→ Task description
Could the listing below be reproduced exactly, minus its pictures?

→ Information shown
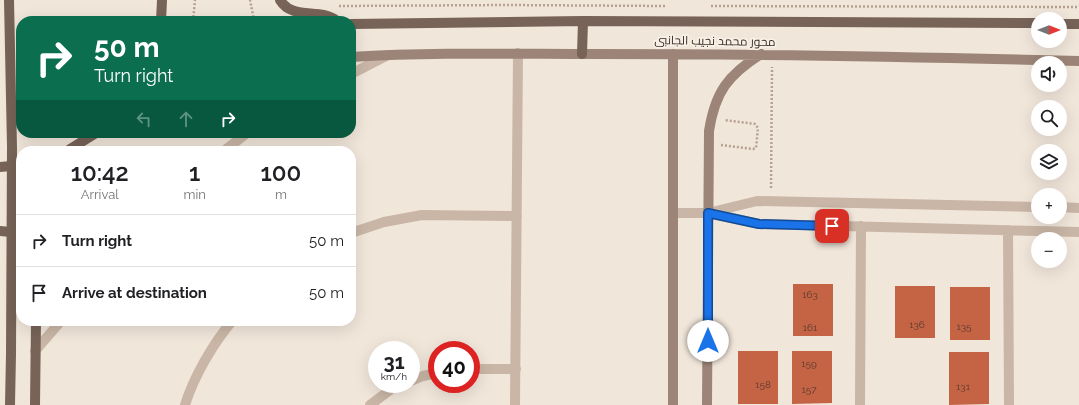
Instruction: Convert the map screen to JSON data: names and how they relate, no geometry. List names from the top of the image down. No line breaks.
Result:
{"streets":{"street":["محور محمد نجيب الجانبى"]},"house_numbers":["163","136","135","161","159","158","131","157"],"north":"right","page":{"map_buttons":["+","−"],"turn":["50 m","Turn right"],"eta":["10:42","Arrival","1","min","100","m"],"list":[{"name":"Turn right","value":"50 m"},{"name":"Arrive at destination","value":"50 m"}],"speed":"31 km/h","limit":"40"}}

→ Written response
Instruction: Convert the map screen to JSON data: names and how they relate, no geometry. List names from the top of the image down. No line breaks.
Result:
{"streets":{"street":["محور محمد نجيب الجانبى"]},"house_numbers":["163","136","135","161","159","158","131","157"],"north":"right","page":{"map_buttons":["+","−"],"turn":["50 m","Turn right"],"eta":["10:42","Arrival","1","min","100","m"],"list":[{"name":"Turn right","value":"50 m"},{"name":"Arrive at destination","value":"50 m"}],"speed":"31 km/h","limit":"40"}}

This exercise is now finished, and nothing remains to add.